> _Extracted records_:
********************

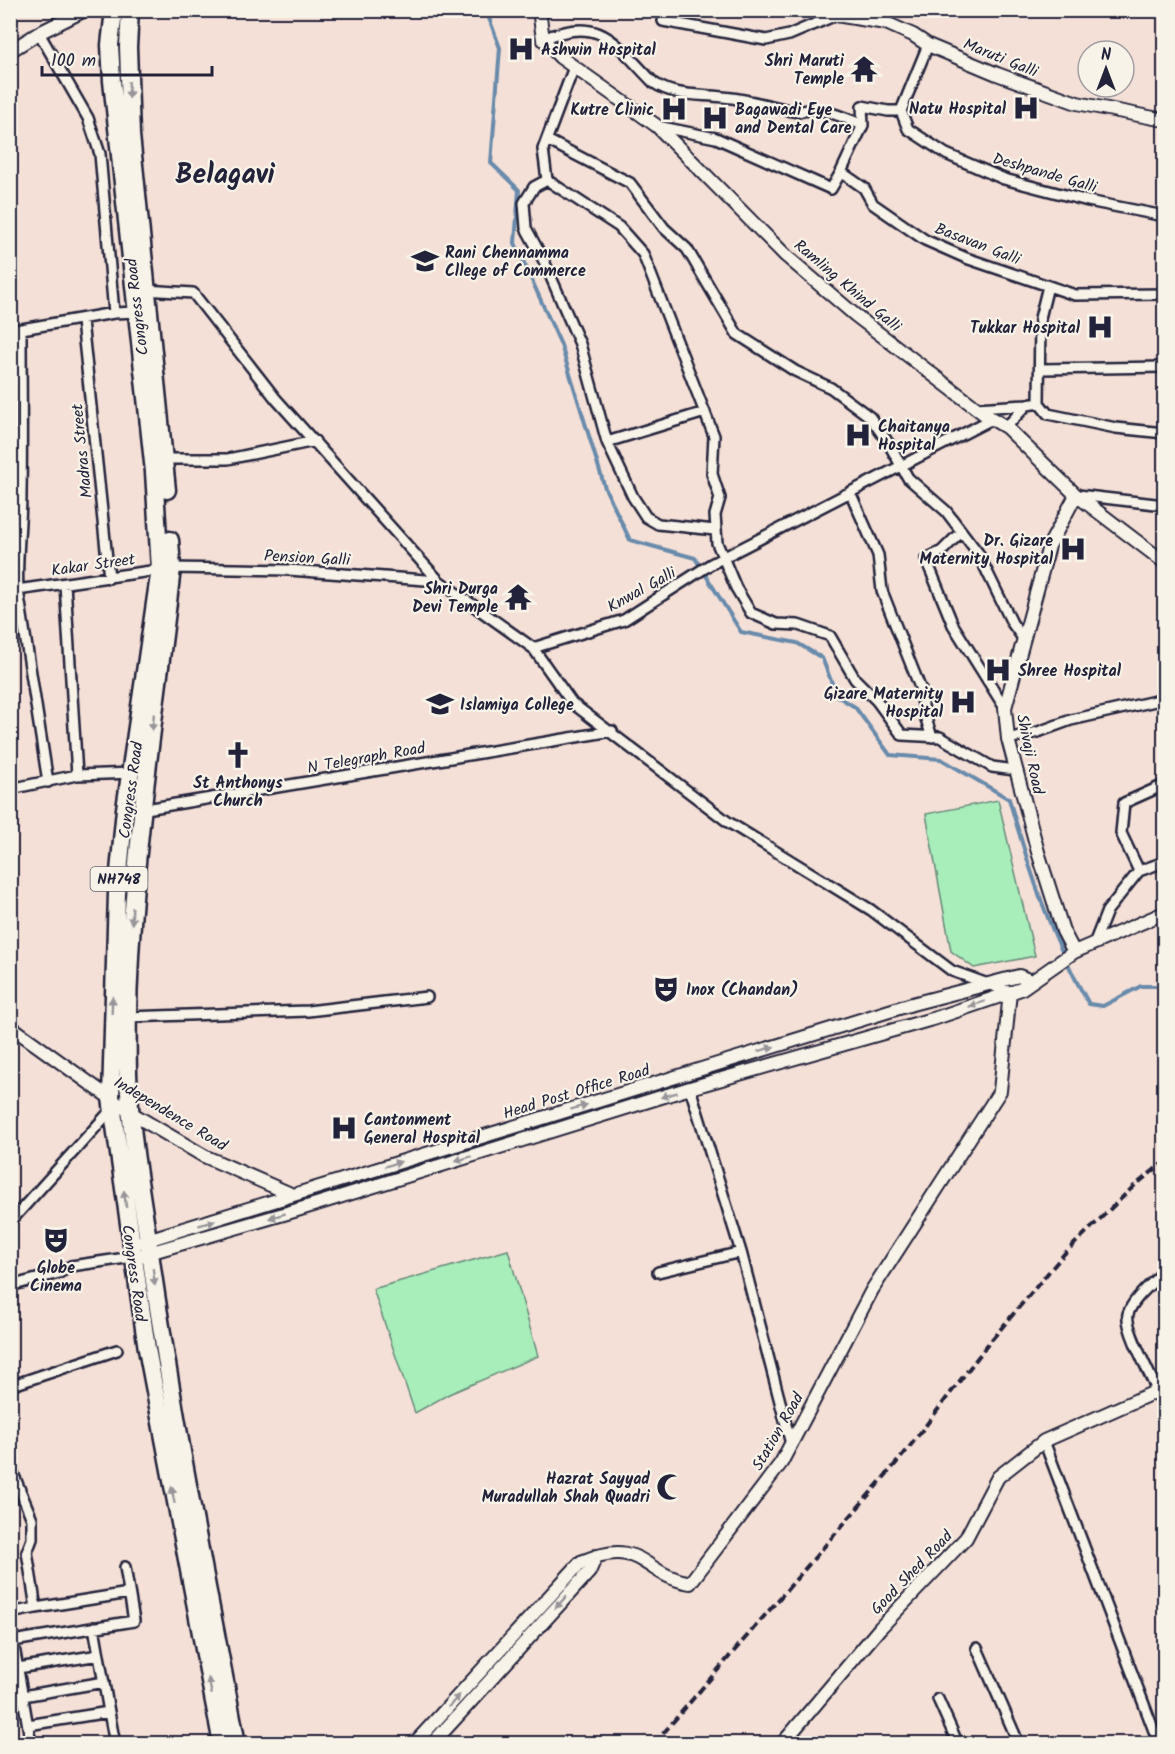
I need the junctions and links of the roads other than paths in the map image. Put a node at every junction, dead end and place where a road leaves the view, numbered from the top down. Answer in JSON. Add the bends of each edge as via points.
{"nodes":[{"id":1,"x":85,"y":10,"type":"edge"},
{"id":2,"x":114,"y":10,"type":"edge"},
{"id":3,"x":130,"y":10,"type":"edge"},
{"id":4,"x":539,"y":10,"type":"edge"},
{"id":5,"x":833,"y":13,"type":"edge"},
{"id":6,"x":663,"y":21,"type":"dead end"},
{"id":7,"x":39,"y":33,"type":"junction"},
{"id":8,"x":543,"y":39,"type":"junction"},
{"id":9,"x":928,"y":45,"type":"junction"},
{"id":10,"x":10,"y":51,"type":"edge"},
{"id":11,"x":574,"y":67,"type":"junction"},
{"id":12,"x":901,"y":111,"type":"junction"},
{"id":13,"x":1164,"y":120,"type":"edge"},
{"id":14,"x":862,"y":125,"type":"junction"},
{"id":15,"x":657,"y":126,"type":"junction"},
{"id":16,"x":547,"y":140,"type":"junction"},
{"id":17,"x":841,"y":172,"type":"junction"},
{"id":18,"x":547,"y":180,"type":"junction"},
{"id":19,"x":1164,"y":216,"type":"edge"},
{"id":20,"x":1048,"y":286,"type":"junction"},
{"id":21,"x":140,"y":291,"type":"junction"},
{"id":22,"x":1164,"y":294,"type":"edge"},
{"id":23,"x":137,"y":312,"type":"junction"},
{"id":24,"x":114,"y":313,"type":"junction"},
{"id":25,"x":82,"y":321,"type":"junction"},
{"id":26,"x":21,"y":329,"type":"junction"},
{"id":27,"x":10,"y":331,"type":"edge"},
{"id":28,"x":1164,"y":367,"type":"edge"},
{"id":29,"x":1041,"y":369,"type":"junction"},
{"id":30,"x":1039,"y":403,"type":"junction"},
{"id":31,"x":1027,"y":405,"type":"junction"},
{"id":32,"x":976,"y":408,"type":"junction"},
{"id":33,"x":705,"y":412,"type":"junction"},
{"id":34,"x":992,"y":419,"type":"junction"},
{"id":35,"x":1006,"y":428,"type":"junction"},
{"id":36,"x":1164,"y":433,"type":"edge"},
{"id":37,"x":315,"y":441,"type":"junction"},
{"id":38,"x":607,"y":442,"type":"junction"},
{"id":39,"x":165,"y":459,"type":"junction"},
{"id":40,"x":900,"y":465,"type":"junction"},
{"id":41,"x":850,"y":492,"type":"junction"},
{"id":42,"x":1076,"y":495,"type":"junction"},
{"id":43,"x":1164,"y":505,"type":"edge"},
{"id":44,"x":715,"y":530,"type":"junction"},
{"id":45,"x":961,"y":532,"type":"junction"},
{"id":46,"x":724,"y":557,"type":"junction"},
{"id":47,"x":1164,"y":562,"type":"edge"},
{"id":48,"x":166,"y":568,"type":"junction"},
{"id":49,"x":109,"y":578,"type":"junction"},
{"id":50,"x":439,"y":581,"type":"junction"},
{"id":51,"x":65,"y":584,"type":"junction"},
{"id":52,"x":14,"y":590,"type":"edge"},
{"id":53,"x":1022,"y":637,"type":"junction"},
{"id":54,"x":533,"y":648,"type":"junction"},
{"id":55,"x":1164,"y":699,"type":"edge"},
{"id":56,"x":1005,"y":708,"type":"junction"},
{"id":57,"x":612,"y":731,"type":"junction"},
{"id":58,"x":932,"y":737,"type":"junction"},
{"id":59,"x":1008,"y":739,"type":"junction"},
{"id":60,"x":1015,"y":770,"type":"junction"},
{"id":61,"x":139,"y":772,"type":"junction"},
{"id":62,"x":77,"y":775,"type":"junction"},
{"id":63,"x":48,"y":782,"type":"junction"},
{"id":64,"x":1164,"y":785,"type":"edge"},
{"id":65,"x":10,"y":789,"type":"edge"},
{"id":66,"x":133,"y":810,"type":"junction"},
{"id":67,"x":1164,"y":862,"type":"edge"},
{"id":68,"x":1139,"y":871,"type":"junction"},
{"id":69,"x":1164,"y":913,"type":"edge"},
{"id":70,"x":1094,"y":944,"type":"junction"},
{"id":71,"x":1071,"y":955,"type":"junction"},
{"id":72,"x":1031,"y":981,"type":"junction"},
{"id":73,"x":990,"y":984,"type":"junction"},
{"id":74,"x":1010,"y":992,"type":"junction"},
{"id":75,"x":427,"y":997,"type":"dead end"},
{"id":76,"x":128,"y":1017,"type":"junction"},
{"id":77,"x":10,"y":1026,"type":"edge"},
{"id":78,"x":690,"y":1088,"type":"junction"},
{"id":79,"x":112,"y":1103,"type":"junction"},
{"id":80,"x":131,"y":1113,"type":"junction"},
{"id":81,"x":316,"y":1187,"type":"junction"},
{"id":82,"x":293,"y":1195,"type":"junction"},
{"id":83,"x":322,"y":1203,"type":"junction"},
{"id":84,"x":10,"y":1222,"type":"edge"},
{"id":85,"x":150,"y":1247,"type":"junction"},
{"id":86,"x":132,"y":1251,"type":"junction"},
{"id":87,"x":741,"y":1252,"type":"junction"},
{"id":88,"x":1164,"y":1270,"type":"edge"},
{"id":89,"x":658,"y":1272,"type":"dead end"},
{"id":90,"x":10,"y":1286,"type":"edge"},
{"id":91,"x":117,"y":1350,"type":"dead end"},
{"id":92,"x":10,"y":1386,"type":"edge"},
{"id":93,"x":1161,"y":1390,"type":"edge"},
{"id":94,"x":1164,"y":1405,"type":"edge"},
{"id":95,"x":1044,"y":1441,"type":"junction"},
{"id":96,"x":791,"y":1444,"type":"junction"},
{"id":97,"x":10,"y":1466,"type":"edge"},
{"id":98,"x":596,"y":1556,"type":"junction"},
{"id":99,"x":125,"y":1567,"type":"dead end"},
{"id":100,"x":129,"y":1593,"type":"junction"},
{"id":101,"x":36,"y":1608,"type":"junction"},
{"id":102,"x":10,"y":1612,"type":"edge"},
{"id":103,"x":10,"y":1624,"type":"edge"},
{"id":104,"x":94,"y":1627,"type":"junction"},
{"id":105,"x":13,"y":1641,"type":"junction"},
{"id":106,"x":977,"y":1648,"type":"dead end"},
{"id":107,"x":99,"y":1655,"type":"junction"},
{"id":108,"x":18,"y":1668,"type":"junction"},
{"id":109,"x":104,"y":1682,"type":"junction"},
{"id":110,"x":23,"y":1696,"type":"junction"},
{"id":111,"x":939,"y":1700,"type":"dead end"},
{"id":112,"x":109,"y":1712,"type":"junction"},
{"id":113,"x":28,"y":1725,"type":"junction"},
{"id":114,"x":31,"y":1743,"type":"edge"},
{"id":115,"x":115,"y":1743,"type":"edge"},
{"id":116,"x":222,"y":1743,"type":"edge"},
{"id":117,"x":237,"y":1743,"type":"edge"},
{"id":118,"x":414,"y":1743,"type":"edge"},
{"id":119,"x":432,"y":1743,"type":"edge"},
{"id":120,"x":782,"y":1743,"type":"edge"},
{"id":121,"x":958,"y":1743,"type":"edge"},
{"id":122,"x":1019,"y":1743,"type":"edge"},
{"id":123,"x":1159,"y":1743,"type":"edge"}],
"edges":[{"from":1,"to":7,"type":"street"},
{"from":2,"to":21,"type":"highway","name":"Congress Road","number":"NH748","via":[[110,45],[112,81]]},
{"from":3,"to":21,"type":"highway","name":"Congress Road","number":"NH748","one_way":true,"via":[[131,135]]},
{"from":4,"to":8,"type":"street"},
{"from":5,"to":6,"type":"street","via":[[789,35],[766,40]]},
{"from":5,"to":9,"type":"street","name":"Maruti Galli","via":[[886,24]]},
{"from":7,"to":10,"type":"street"},
{"from":7,"to":24,"type":"street","via":[[88,118],[100,154]]},
{"from":8,"to":11,"type":"street","name":"Ramling Khind Galli"},
{"from":8,"to":14,"type":"street","via":[[566,29],[591,29],[606,35],[663,89],[798,112],[826,111]]},
{"from":9,"to":12,"type":"street"},
{"from":9,"to":13,"type":"street","name":"Maruti Galli","via":[[1077,103]]},
{"from":11,"to":15,"type":"street","name":"Ramling Khind Galli"},
{"from":11,"to":16,"type":"street"},
{"from":12,"to":14,"type":"street","via":[[862,106]]},
{"from":12,"to":19,"type":"street","name":"Deshpande Galli","via":[[908,129],[946,154],[1004,179]]},
{"from":14,"to":17,"type":"street"},
{"from":15,"to":17,"type":"street","via":[[716,138],[831,189]]},
{"from":15,"to":32,"type":"street","name":"Ramling Khind Galli","via":[[786,256]]},
{"from":16,"to":18,"type":"street","via":[[543,149]]},
{"from":16,"to":40,"type":"street","via":[[630,183],[664,228],[687,249],[737,334],[795,371],[831,388],[870,417]]},
{"from":17,"to":20,"type":"street","name":"Basavan Galli","via":[[864,188],[873,204],[925,240]]},
{"from":18,"to":33,"type":"street","via":[[620,227],[643,254]]},
{"from":18,"to":38,"type":"street","via":[[534,186],[525,203],[526,228],[580,344]]},
{"from":20,"to":22,"type":"street","name":"Basavan Galli","via":[[1075,295]]},
{"from":20,"to":29,"type":"street","via":[[1040,318]]},
{"from":21,"to":23,"type":"highway","name":"Congress Road","number":"NH748"},
{"from":21,"to":37,"type":"street","via":[[193,293],[276,399]]},
{"from":21,"to":39,"type":"highway","name":"Congress Road","number":"NH748"},
{"from":23,"to":24,"type":"street"},
{"from":23,"to":48,"type":"highway","name":"Congress Road","number":"NH748"},
{"from":24,"to":25,"type":"street"},
{"from":25,"to":26,"type":"street"},
{"from":25,"to":49,"type":"street","name":"Madras Street"},
{"from":26,"to":27,"type":"street"},
{"from":26,"to":52,"type":"street","via":[[22,472],[20,546]]},
{"from":28,"to":29,"type":"street"},
{"from":29,"to":30,"type":"street"},
{"from":30,"to":31,"type":"street"},
{"from":30,"to":36,"type":"street","via":[[1048,414]]},
{"from":31,"to":32,"type":"street"},
{"from":31,"to":35,"type":"street"},
{"from":32,"to":34,"type":"street","name":"Ramling Khind Galli"},
{"from":33,"to":38,"type":"street"},
{"from":33,"to":44,"type":"street","via":[[714,436],[712,474],[720,498]]},
{"from":34,"to":35,"type":"street","name":"Ramling Khind Galli"},
{"from":34,"to":40,"type":"street","name":"Knwal Galli"},
{"from":35,"to":42,"type":"street","name":"Ramling Khind Galli"},
{"from":37,"to":39,"type":"street","via":[[228,459]]},
{"from":37,"to":50,"type":"street"},
{"from":38,"to":44,"type":"street","via":[[646,517],[658,524]]},
{"from":39,"to":48,"type":"highway","name":"Congress Road","number":"NH748"},
{"from":40,"to":41,"type":"street","name":"Knwal Galli"},
{"from":40,"to":45,"type":"street","via":[[908,478],[946,511]]},
{"from":41,"to":46,"type":"street","name":"Knwal Galli"},
{"from":41,"to":58,"type":"street","via":[[878,555],[885,602],[921,690]]},
{"from":42,"to":43,"type":"street"},
{"from":42,"to":47,"type":"street","name":"Ramling Khind Galli"},
{"from":42,"to":53,"type":"street","name":"Shivaji Road","via":[[1048,546]]},
{"from":44,"to":46,"type":"street"},
{"from":45,"to":53,"type":"street","via":[[978,553]]},
{"from":45,"to":56,"type":"street","via":[[942,551],[926,559],[953,625]]},
{"from":46,"to":54,"type":"street","name":"Knwal Galli","via":[[624,620]]},
{"from":46,"to":58,"type":"street","via":[[751,613],[776,624],[798,625],[830,636],[855,679],[902,735]]},
{"from":48,"to":49,"type":"street","name":"Kakar Street"},
{"from":48,"to":50,"type":"street","name":"Pension Galli","via":[[289,570]]},
{"from":48,"to":61,"type":"highway","name":"Congress Road","number":"NH748"},
{"from":49,"to":51,"type":"street","name":"Kakar Street"},
{"from":50,"to":54,"type":"street"},
{"from":51,"to":52,"type":"street","name":"Kakar Street"},
{"from":51,"to":62,"type":"street"},
{"from":52,"to":63,"type":"street"},
{"from":53,"to":56,"type":"street","name":"Shivaji Road"},
{"from":54,"to":57,"type":"street","via":[[572,702]]},
{"from":55,"to":59,"type":"street"},
{"from":56,"to":59,"type":"street","name":"Shivaji Road"},
{"from":57,"to":66,"type":"street","name":"N Telegraph Road"},
{"from":57,"to":73,"type":"street","via":[[728,822],[871,910],[952,971]]},
{"from":58,"to":60,"type":"street","via":[[940,737],[992,767]]},
{"from":59,"to":60,"type":"street","name":"Shivaji Road"},
{"from":60,"to":71,"type":"street","name":"Shivaji Road"},
{"from":61,"to":62,"type":"street"},
{"from":61,"to":66,"type":"highway","name":"Congress Road","number":"NH748"},
{"from":62,"to":63,"type":"street"},
{"from":63,"to":65,"type":"street"},
{"from":64,"to":68,"type":"street","via":[[1124,803],[1121,833]]},
{"from":66,"to":76,"type":"highway","name":"Congress Road","number":"NH748","one_way":true},
{"from":79,"to":66,"type":"highway","name":"Congress Road","number":"NH748","one_way":true,"via":[[113,961]]},
{"from":67,"to":68,"type":"street"},
{"from":68,"to":70,"type":"street","via":[[1107,911]]},
{"from":69,"to":70,"type":"street","name":"Head Post Office Road"},
{"from":70,"to":71,"type":"street","name":"Head Post Office Road"},
{"from":71,"to":72,"type":"street","name":"Head Post Office Road"},
{"from":72,"to":73,"type":"street","name":"Head Post Office Road","via":[[1019,976]]},
{"from":72,"to":74,"type":"street","name":"Head Post Office Road"},
{"from":73,"to":74,"type":"street"},
{"from":81,"to":73,"type":"street","name":"Head Post Office Road","one_way":true,"via":[[912,1004]]},
{"from":74,"to":78,"type":"street","name":"Head Post Office Road","one_way":true,"via":[[936,1018]]},
{"from":74,"to":96,"type":"street","name":"Station Road","via":[[1000,1091],[872,1290]]},
{"from":75,"to":76,"type":"street","via":[[308,1011]]},
{"from":76,"to":80,"type":"highway","name":"Congress Road","number":"NH748"},
{"from":77,"to":79,"type":"street","name":"Independence Road"},
{"from":78,"to":83,"type":"street","name":"Head Post Office Road","one_way":true},
{"from":78,"to":87,"type":"street"},
{"from":79,"to":80,"type":"street","name":"Independence Road"},
{"from":79,"to":84,"type":"street"},
{"from":86,"to":79,"type":"highway","name":"Congress Road","number":"NH748","one_way":true},
{"from":80,"to":82,"type":"street","name":"Independence Road","via":[[204,1156]]},
{"from":80,"to":85,"type":"highway","name":"Congress Road","number":"NH748"},
{"from":81,"to":82,"type":"street","name":"Head Post Office Road"},
{"from":81,"to":83,"type":"street"},
{"from":85,"to":82,"type":"street","name":"Head Post Office Road","one_way":true},
{"from":83,"to":85,"type":"street","name":"Head Post Office Road","one_way":true},
{"from":85,"to":86,"type":"street","name":"Head Post Office Road"},
{"from":85,"to":117,"type":"highway","name":"Congress Road","number":"NH748","one_way":true,"via":[[181,1455]]},
{"from":86,"to":90,"type":"street"},
{"from":116,"to":86,"type":"highway","name":"Congress Road","number":"NH748","one_way":true,"via":[[173,1499]]},
{"from":87,"to":89,"type":"street"},
{"from":87,"to":96,"type":"street"},
{"from":88,"to":93,"type":"street","via":[[1127,1316],[1130,1330]]},
{"from":91,"to":92,"type":"street"},
{"from":93,"to":94,"type":"street"},
{"from":93,"to":95,"type":"street","name":"Good Shed Road"},
{"from":95,"to":120,"type":"street","name":"Good Shed Road","via":[[998,1477],[966,1538],[880,1629]]},
{"from":95,"to":123,"type":"street"},
{"from":96,"to":98,"type":"street","name":"Station Road","via":[[775,1472],[690,1583],[677,1581],[633,1554]]},
{"from":97,"to":101,"type":"street","via":[[32,1519],[32,1539],[27,1551]]},
{"from":118,"to":98,"type":"street","one_way":true,"via":[[581,1562]]},
{"from":98,"to":119,"type":"street","one_way":true,"via":[[589,1572]]},
{"from":99,"to":100,"type":"street"},
{"from":100,"to":101,"type":"street"},
{"from":100,"to":104,"type":"street","via":[[134,1621]]},
{"from":101,"to":102,"type":"street"},
{"from":103,"to":105,"type":"street"},
{"from":104,"to":105,"type":"street"},
{"from":104,"to":107,"type":"street"},
{"from":105,"to":108,"type":"street"},
{"from":106,"to":122,"type":"street"},
{"from":107,"to":108,"type":"street"},
{"from":107,"to":109,"type":"street"},
{"from":108,"to":110,"type":"street"},
{"from":109,"to":110,"type":"street"},
{"from":109,"to":112,"type":"street"},
{"from":110,"to":113,"type":"street"},
{"from":111,"to":121,"type":"street"},
{"from":112,"to":113,"type":"street"},
{"from":112,"to":115,"type":"street"},
{"from":113,"to":114,"type":"street"}]}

********************

> _Exercise details_: Extract all lines from the data in which "dead" is found.

> _Solution to this problem_:
I need the junctions and links of the roads other than paths in the map image. Put a node at every junction, dead end and place where a road leaves the view, numbered from the top down. Answer in JSON. Add the bends of each edge as via points.
{"id":6,"x":663,"y":21,"type":"dead end"},
{"id":75,"x":427,"y":997,"type":"dead end"},
{"id":89,"x":658,"y":1272,"type":"dead end"},
{"id":91,"x":117,"y":1350,"type":"dead end"},
{"id":99,"x":125,"y":1567,"type":"dead end"},
{"id":106,"x":977,"y":1648,"type":"dead end"},
{"id":111,"x":939,"y":1700,"type":"dead end"},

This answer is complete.